[BEE-14006] Health Checks and Readiness Probes
INFO
Liveness, readiness, and startup probes serve different purposes. Use the wrong probe for the wrong job and you get cascading restarts, dropped traffic, or undetected failures.
Context
A running process is not the same as a healthy process. A service can be alive — consuming CPU, holding open file descriptors — and still be completely unable to serve requests because its database connection pool is exhausted, its initialization routine never completed, or it has entered a deadlock.
Kubernetes and modern load balancers provide three probe types to distinguish these conditions. The canonical Kubernetes reference is Liveness, Readiness, and Startup Probes. Google's Kubernetes best practices: Setting up health checks explains the intent of each probe type. Microsoft's Health Endpoint Monitoring pattern formalizes the broader pattern of exposing functional health checks that external systems can query. The microservices.io Health Check API pattern captures how this applies at the service level.
Principle
Use three separate health endpoints for three separate questions. Liveness checks whether the process is alive and should keep running. Readiness checks whether the process is ready to serve traffic right now. Startup checks whether initialization has completed. Never let liveness check external dependencies.
The Three Probe Types
Liveness Probe
Question: Is the process alive and capable of making progress?

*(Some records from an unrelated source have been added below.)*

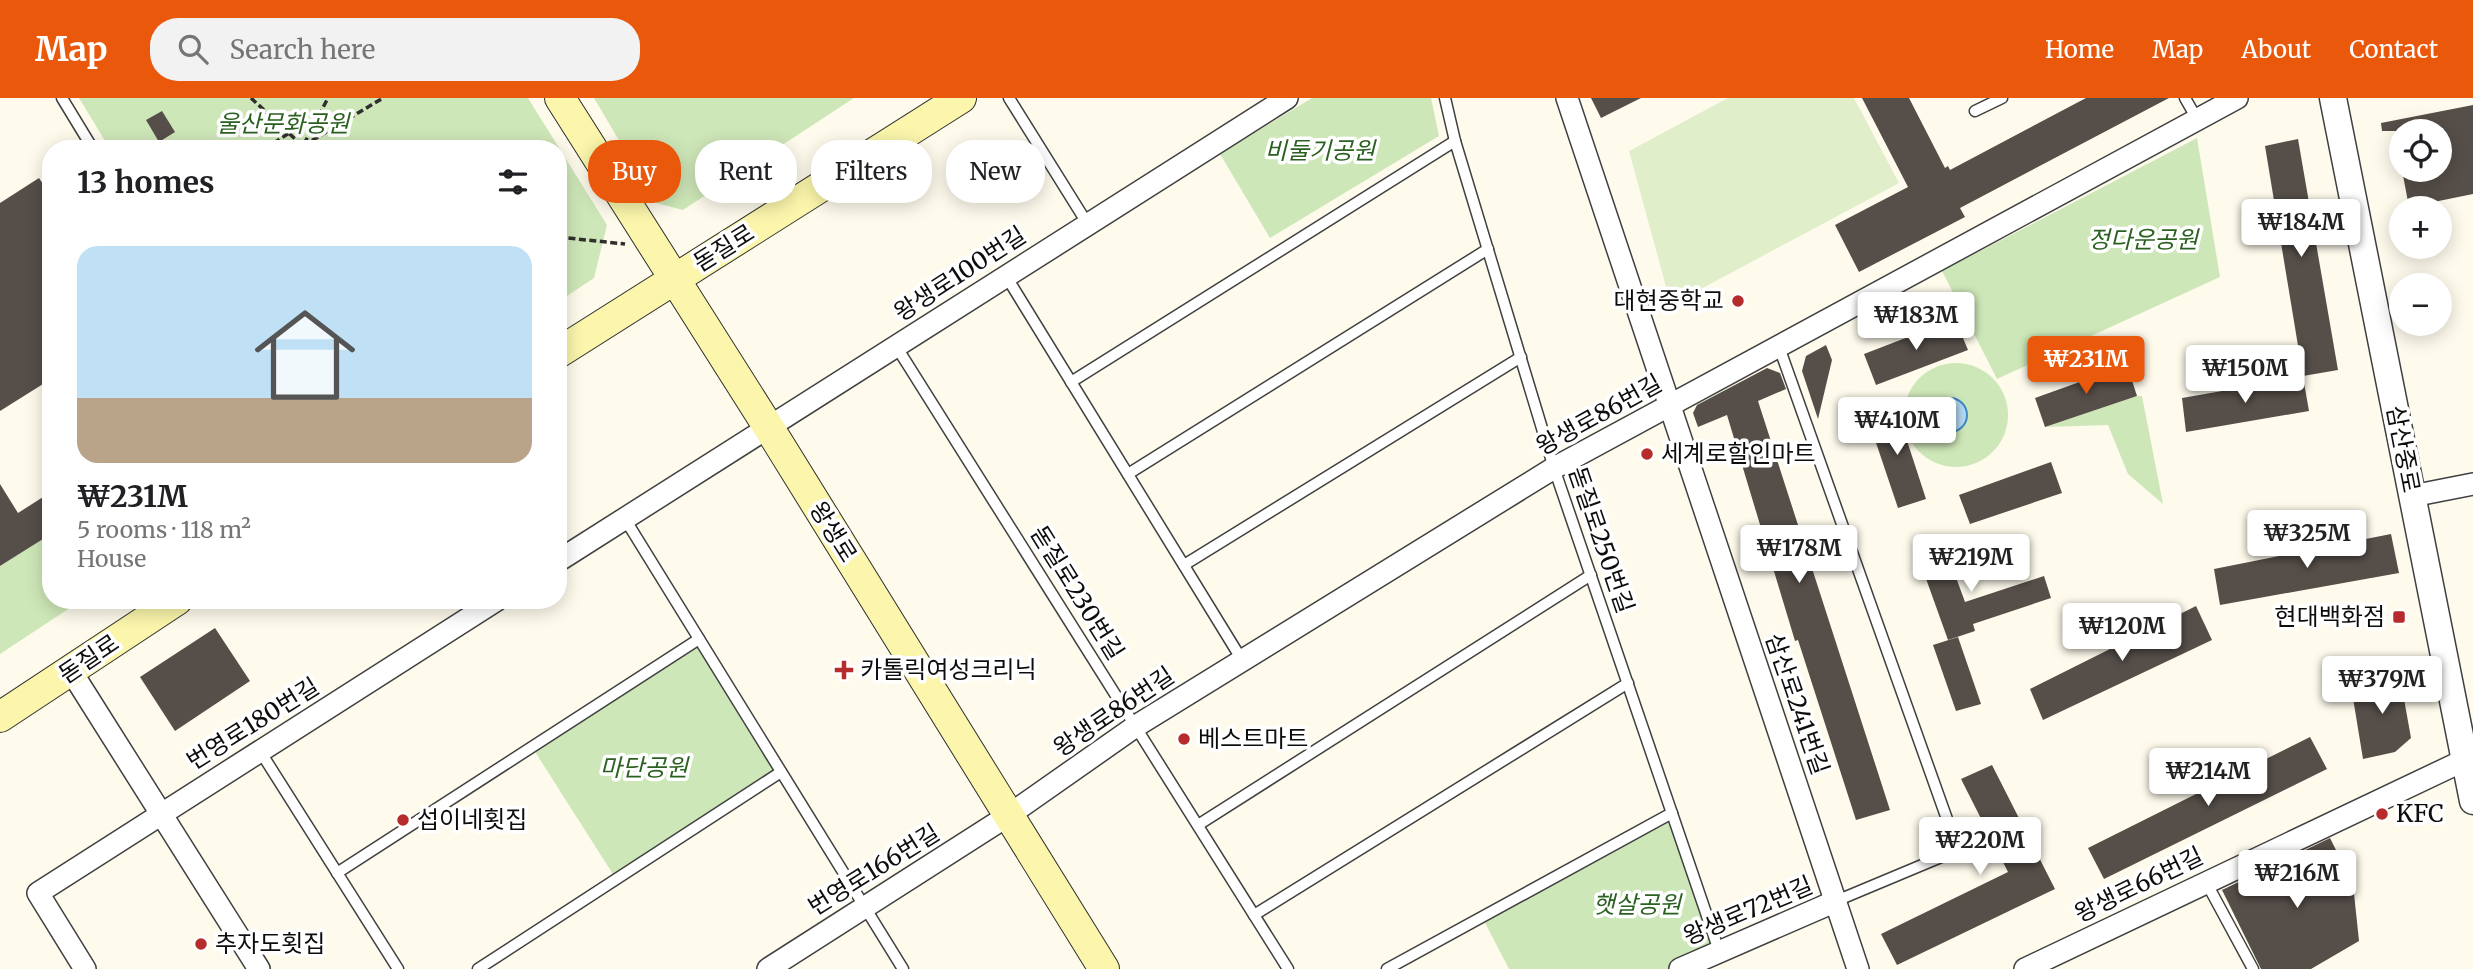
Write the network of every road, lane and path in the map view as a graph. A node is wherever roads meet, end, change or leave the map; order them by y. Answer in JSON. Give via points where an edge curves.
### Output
{"nodes":[{"id":1,"x":62,"y":98,"type":"edge"},
{"id":2,"x":251,"y":98,"type":"edge"},
{"id":3,"x":328,"y":98,"type":"edge"},
{"id":4,"x":383,"y":98,"type":"edge"},
{"id":5,"x":559,"y":98,"type":"edge"},
{"id":6,"x":961,"y":98,"type":"edge"},
{"id":7,"x":1009,"y":98,"type":"edge"},
{"id":8,"x":1287,"y":98,"type":"edge"},
{"id":9,"x":1445,"y":98,"type":"edge"},
{"id":10,"x":1567,"y":98,"type":"edge"},
{"id":11,"x":2001,"y":98,"type":"edge"},
{"id":12,"x":2185,"y":98,"type":"edge"},
{"id":13,"x":2237,"y":98,"type":"edge"},
{"id":14,"x":2333,"y":98,"type":"edge"},
{"id":15,"x":1975,"y":111,"type":"dead end"},
{"id":16,"x":2197,"y":119,"type":"junction"},
{"id":17,"x":289,"y":133,"type":"junction"},
{"id":18,"x":88,"y":140,"type":"edge"},
{"id":19,"x":278,"y":140,"type":"edge"},
{"id":20,"x":296,"y":140,"type":"edge"},
{"id":21,"x":307,"y":140,"type":"edge"},
{"id":22,"x":315,"y":140,"type":"edge"},
{"id":23,"x":1455,"y":141,"type":"junction"},
{"id":24,"x":1087,"y":223,"type":"junction"},
{"id":25,"x":567,"y":240,"type":"edge"},
{"id":26,"x":654,"y":247,"type":"junction"},
{"id":27,"x":1488,"y":249,"type":"junction"},
{"id":28,"x":1006,"y":275,"type":"junction"},
{"id":29,"x":675,"y":279,"type":"junction"},
{"id":30,"x":896,"y":346,"type":"junction"},
{"id":31,"x":567,"y":347,"type":"edge"},
{"id":32,"x":1779,"y":347,"type":"junction"},
{"id":33,"x":1521,"y":357,"type":"junction"},
{"id":34,"x":1071,"y":382,"type":"junction"},
{"id":35,"x":1670,"y":406,"type":"junction"},
{"id":36,"x":769,"y":428,"type":"junction"},
{"id":37,"x":1554,"y":468,"type":"junction"},
{"id":38,"x":1128,"y":474,"type":"junction"},
{"id":39,"x":2473,"y":484,"type":"edge"},
{"id":40,"x":2412,"y":496,"type":"junction"},
{"id":41,"x":625,"y":519,"type":"junction"},
{"id":42,"x":567,"y":555,"type":"edge"},
{"id":43,"x":1184,"y":565,"type":"junction"},
{"id":44,"x":1591,"y":575,"type":"junction"},
{"id":45,"x":164,"y":609,"type":"edge"},
{"id":46,"x":483,"y":609,"type":"edge"},
{"id":47,"x":699,"y":639,"type":"junction"},
{"id":48,"x":1242,"y":660,"type":"junction"},
{"id":49,"x":71,"y":671,"type":"junction"},
{"id":50,"x":1628,"y":683,"type":"junction"},
{"id":51,"x":0,"y":717,"type":"edge"},
{"id":52,"x":1136,"y":726,"type":"junction"},
{"id":53,"x":260,"y":751,"type":"junction"},
{"id":54,"x":2469,"y":758,"type":"edge"},
{"id":55,"x":780,"y":772,"type":"junction"},
{"id":56,"x":2473,"y":801,"type":"edge"},
{"id":57,"x":1672,"y":813,"type":"junction"},
{"id":58,"x":161,"y":814,"type":"junction"},
{"id":59,"x":1009,"y":815,"type":"junction"},
{"id":60,"x":1198,"y":825,"type":"junction"},
{"id":61,"x":337,"y":873,"type":"junction"},
{"id":62,"x":2206,"y":882,"type":"junction"},
{"id":63,"x":1836,"y":901,"type":"junction"},
{"id":64,"x":864,"y":907,"type":"junction"},
{"id":65,"x":1254,"y":915,"type":"junction"},
{"id":66,"x":1719,"y":951,"type":"junction"},
{"id":67,"x":85,"y":969,"type":"edge"},
{"id":68,"x":259,"y":969,"type":"edge"},
{"id":69,"x":398,"y":969,"type":"edge"},
{"id":70,"x":478,"y":969,"type":"edge"},
{"id":71,"x":768,"y":969,"type":"edge"},
{"id":72,"x":902,"y":969,"type":"edge"},
{"id":73,"x":1104,"y":969,"type":"edge"},
{"id":74,"x":1288,"y":969,"type":"edge"},
{"id":75,"x":1387,"y":969,"type":"edge"},
{"id":76,"x":1680,"y":969,"type":"edge"},
{"id":77,"x":1858,"y":969,"type":"edge"},
{"id":78,"x":2025,"y":969,"type":"edge"},
{"id":79,"x":2253,"y":969,"type":"edge"}],
"edges":[{"from":1,"to":18,"type":"lane"},
{"from":2,"to":17,"type":"path"},
{"from":3,"to":21,"type":"path"},
{"from":4,"to":22,"type":"path"},
{"from":5,"to":26,"type":"main road","name":"왕생로"},
{"from":6,"to":29,"type":"main road","name":"돋질로"},
{"from":7,"to":24,"type":"lane"},
{"from":8,"to":24,"type":"street","name":"왕생로100번길"},
{"from":9,"to":23,"type":"lane","name":"돋질로250번길"},
{"from":10,"to":35,"type":"street","name":"삼산로241번길"},
{"from":11,"to":15,"type":"lane"},
{"from":12,"to":16,"type":"lane"},
{"from":13,"to":16,"type":"street","name":"왕생로86번길"},
{"from":14,"to":40,"type":"street","name":"삼산중로"},
{"from":16,"to":32,"type":"street","name":"왕생로86번길"},
{"from":17,"to":19,"type":"path"},
{"from":17,"to":20,"type":"path"},
{"from":23,"to":27,"type":"lane","name":"돋질로250번길"},
{"from":23,"to":34,"type":"lane"},
{"from":24,"to":28,"type":"street","name":"왕생로100번길"},
{"from":25,"to":26,"type":"path"},
{"from":26,"to":29,"type":"main road","name":"왕생로"},
{"from":27,"to":33,"type":"lane","name":"돋질로250번길"},
{"from":27,"to":38,"type":"lane"},
{"from":28,"to":30,"type":"street","name":"왕생로100번길"},
{"from":28,"to":34,"type":"lane"},
{"from":29,"to":31,"type":"main road","name":"돋질로"},
{"from":29,"to":36,"type":"main road","name":"왕생로"},
{"from":30,"to":36,"type":"street","name":"왕생로100번길"},
{"from":30,"to":52,"type":"lane","name":"돋질로230번길"},
{"from":32,"to":35,"type":"street","name":"왕생로86번길"},
{"from":32,"to":63,"type":"lane","via":[[1958,850]]},
{"from":33,"to":37,"type":"lane","name":"돋질로250번길"},
{"from":33,"to":43,"type":"lane"},
{"from":34,"to":38,"type":"lane"},
{"from":35,"to":37,"type":"street","name":"왕생로86번길"},
{"from":35,"to":63,"type":"street","name":"삼산로241번길"},
{"from":36,"to":41,"type":"street"},
{"from":36,"to":59,"type":"main road","name":"왕생로"},
{"from":37,"to":44,"type":"lane","name":"돋질로250번길"},
{"from":37,"to":48,"type":"street","name":"왕생로86번길"},
{"from":38,"to":43,"type":"lane"},
{"from":39,"to":40,"type":"street"},
{"from":40,"to":54,"type":"street","name":"삼산중로"},
{"from":41,"to":42,"type":"street"},
{"from":41,"to":47,"type":"lane"},
{"from":43,"to":48,"type":"lane"},
{"from":44,"to":50,"type":"lane","name":"돋질로250번길"},
{"from":44,"to":60,"type":"lane"},
{"from":45,"to":49,"type":"main road","name":"돋질로"},
{"from":46,"to":53,"type":"street","name":"번영로180번길"},
{"from":47,"to":55,"type":"lane"},
{"from":47,"to":61,"type":"lane"},
{"from":48,"to":52,"type":"street","name":"왕생로86번길"},
{"from":49,"to":51,"type":"main road","name":"돋질로"},
{"from":49,"to":58,"type":"street"},
{"from":50,"to":57,"type":"lane","name":"돋질로250번길"},
{"from":50,"to":65,"type":"lane"},
{"from":52,"to":59,"type":"street","name":"왕생로86번길"},
{"from":52,"to":60,"type":"lane","name":"돋질로230번길"},
{"from":53,"to":58,"type":"street","name":"번영로180번길"},
{"from":53,"to":61,"type":"lane"},
{"from":54,"to":56,"type":"street","name":"삼산중로"},
{"from":54,"to":62,"type":"street","name":"왕생로66번길"},
{"from":55,"to":64,"type":"lane"},
{"from":55,"to":70,"type":"lane"},
{"from":57,"to":66,"type":"lane","name":"돋질로250번길"},
{"from":57,"to":75,"type":"lane"},
{"from":58,"to":67,"type":"street","name":"번영로180번길","via":[[38,893]]},
{"from":58,"to":68,"type":"street"},
{"from":59,"to":64,"type":"street","name":"번영로166번길"},
{"from":59,"to":73,"type":"main road","name":"왕생로"},
{"from":60,"to":65,"type":"lane","name":"돋질로230번길"},
{"from":61,"to":69,"type":"lane"},
{"from":62,"to":78,"type":"street","name":"왕생로66번길"},
{"from":62,"to":79,"type":"lane"},
{"from":63,"to":66,"type":"street","name":"왕생로72번길"},
{"from":63,"to":77,"type":"street","name":"삼산로241번길"},
{"from":64,"to":71,"type":"street","name":"번영로166번길"},
{"from":64,"to":72,"type":"lane"},
{"from":65,"to":74,"type":"lane","name":"돋질로230번길"},
{"from":66,"to":76,"type":"street","name":"왕생로72번길"}]}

If the liveness probe fails, Kubernetes kills the container and starts a new one. Use this only to detect conditions from which the process cannot recover on its own — a deadlock, an infinite loop, an unrecoverable internal error.

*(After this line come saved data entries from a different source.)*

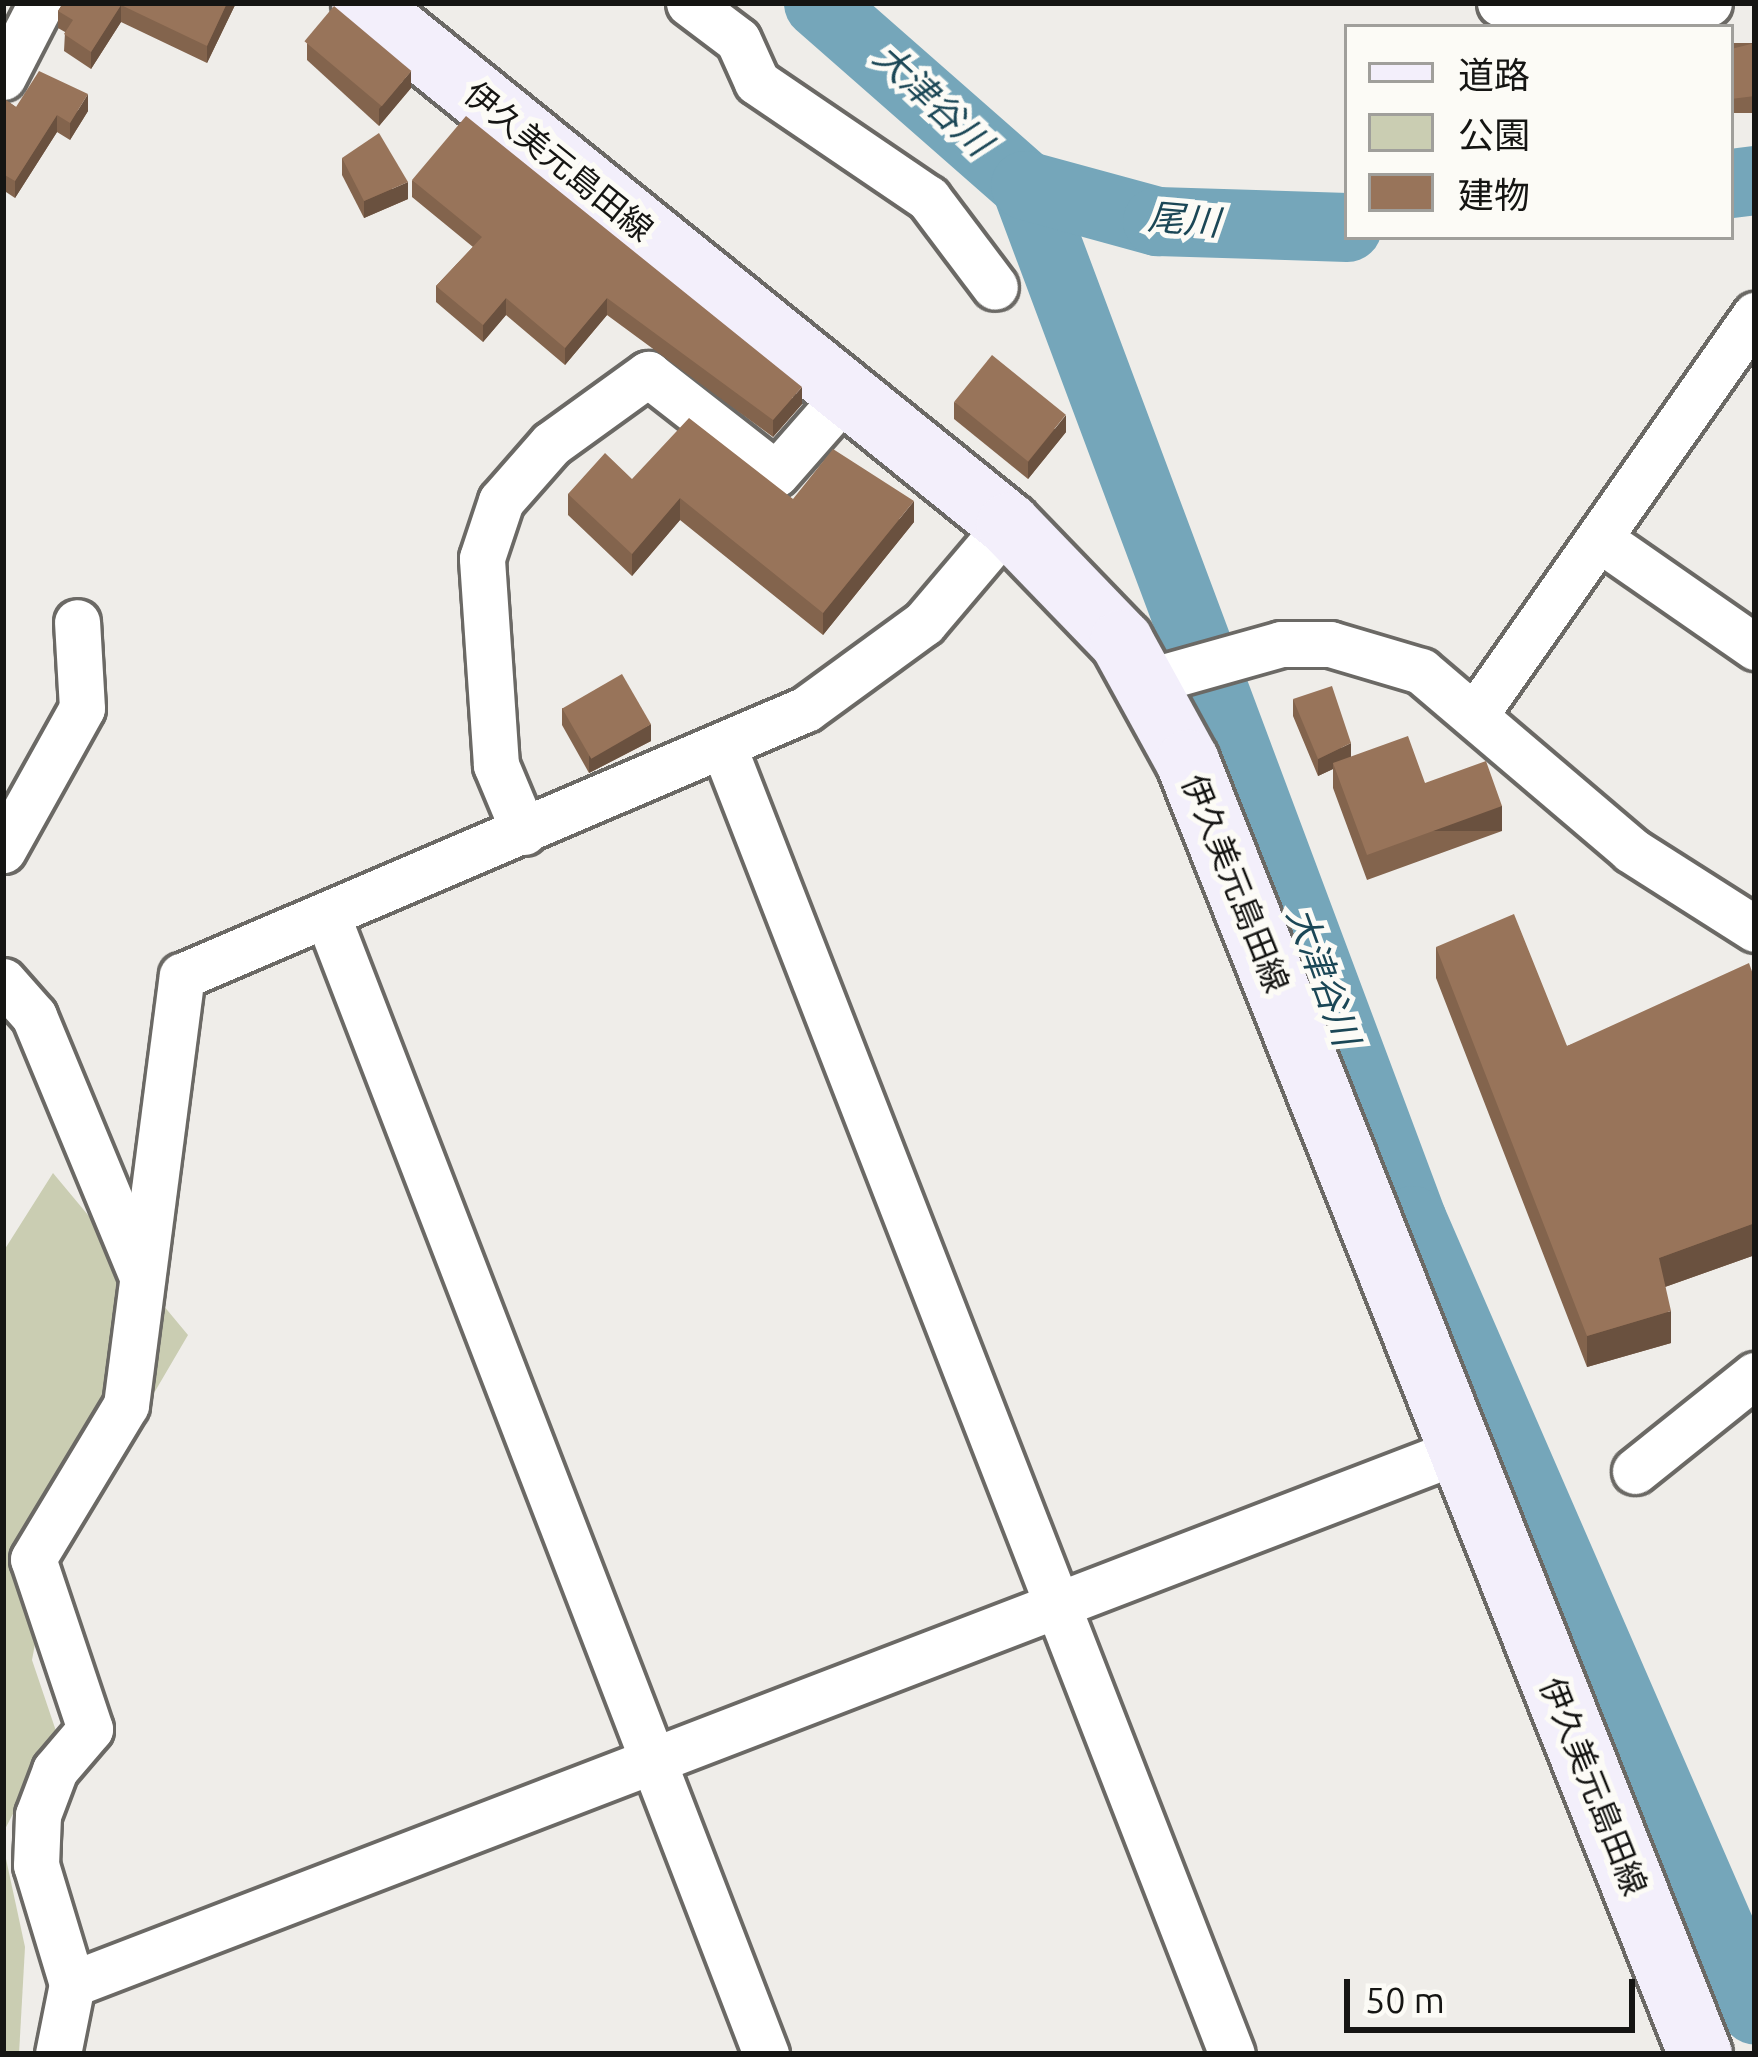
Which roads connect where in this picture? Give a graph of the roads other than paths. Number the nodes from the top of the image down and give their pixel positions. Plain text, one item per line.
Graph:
1 (41, 3) edge
2 (363, 3) edge
3 (689, 3) edge
4 (1500, 3) edge
5 (1709, 3) edge
6 (3, 77) edge
7 (995, 287) dead end
8 (1755, 315) edge
9 (848, 392) junction
10 (1008, 524) junction
11 (1600, 540) junction
12 (77, 622) dead end
13 (1755, 647) edge
14 (1162, 677) junction
15 (1478, 712) junction
16 (724, 748) junction
17 (524, 832) junction
18 (3, 850) edge
19 (327, 915) junction
20 (1755, 929) edge
21 (3, 981) edge
22 (142, 1278) junction
23 (1755, 1375) edge
24 (1460, 1450) junction
25 (1635, 1471) dead end
26 (1057, 1605) junction
27 (653, 1761) junction
28 (72, 1984) junction
29 (58, 2054) edge
30 (766, 2054) edge
31 (1232, 2054) edge
32 (1700, 2054) edge

1 - 6 street
2 - 9 main road, 伊久美元島田線
3 - 7 street
4 - 5 street
8 - 11 street
9 - 10 main road, 伊久美元島田線
9 - 17 street
10 - 14 main road, 伊久美元島田線
10 - 16 street
11 - 13 street
11 - 15 street
12 - 18 street
14 - 15 street
14 - 24 main road, 伊久美元島田線
15 - 20 street
16 - 17 street
16 - 26 street
17 - 19 street
19 - 22 street
19 - 27 street
21 - 22 street
22 - 28 street
23 - 25 street
24 - 26 street
24 - 32 main road, 伊久美元島田線
26 - 27 street
26 - 31 street
27 - 28 street
27 - 30 street
28 - 29 street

The liveness probe must not depend on external systems. If your liveness probe queries a database and the database is down, every pod restarts simultaneously, turning a database outage into a complete service outage. The liveness probe checks the process, not its environment.
Checks: Is the process responsive? Is the event loop alive? Is there an internal deadlock?
Endpoint: GET /live — returns 200 if the process is alive.
Readiness Probe
Question: Can this pod safely receive traffic right now?
If the readiness probe fails, Kubernetes removes the pod from the Service's endpoint list. Traffic stops flowing to that pod. The pod is not restarted — it is simply quarantined until it becomes ready again. This is the right place to check external dependencies: if the database is unreachable, mark the pod unready and stop sending it requests.
Checks: Are all required dependencies reachable? Is the connection pool healthy? Has the cache warmed up?
Endpoint: GET /ready — returns 200 only if all dependencies are reachable and the pod can serve requests.
Startup Probe
Question: Has initialization completed?
Many services take significant time to start: loading configuration, running database migrations, warming caches, compiling routes. If liveness or readiness probes start running before initialization completes, they will fail and trigger unnecessary restarts or route failures.
The startup probe runs first. Until it passes, Kubernetes does not run the liveness or readiness probes. Once it passes, it is done — the startup probe does not run again after a successful check.
Checks: Is the application done with its initialization sequence?
Endpoint: GET /health/started or share /ready with a generous failureThreshold.
Pod Lifecycle and Probe Transitions
The key distinction: a readiness failure quarantines the pod but keeps it alive; a liveness failure kills and restarts the container.
Health Endpoint Design
Expose three endpoints with distinct responsibilities.
/live — Shallow Check
Returns 200 if the process is alive and can respond to requests. This check should be nearly free — it must not query databases or external services.
GET /live HTTP/1.1HTTP/1.1 200 OK
Content-Type: application/json
{
"status": "ok"
}Return 503 Service Unavailable only for genuine process-level failures (unrecoverable internal state).
/ready — Deep Check
Returns 200 only if all required dependencies are reachable. Returns 503 if any required dependency is down.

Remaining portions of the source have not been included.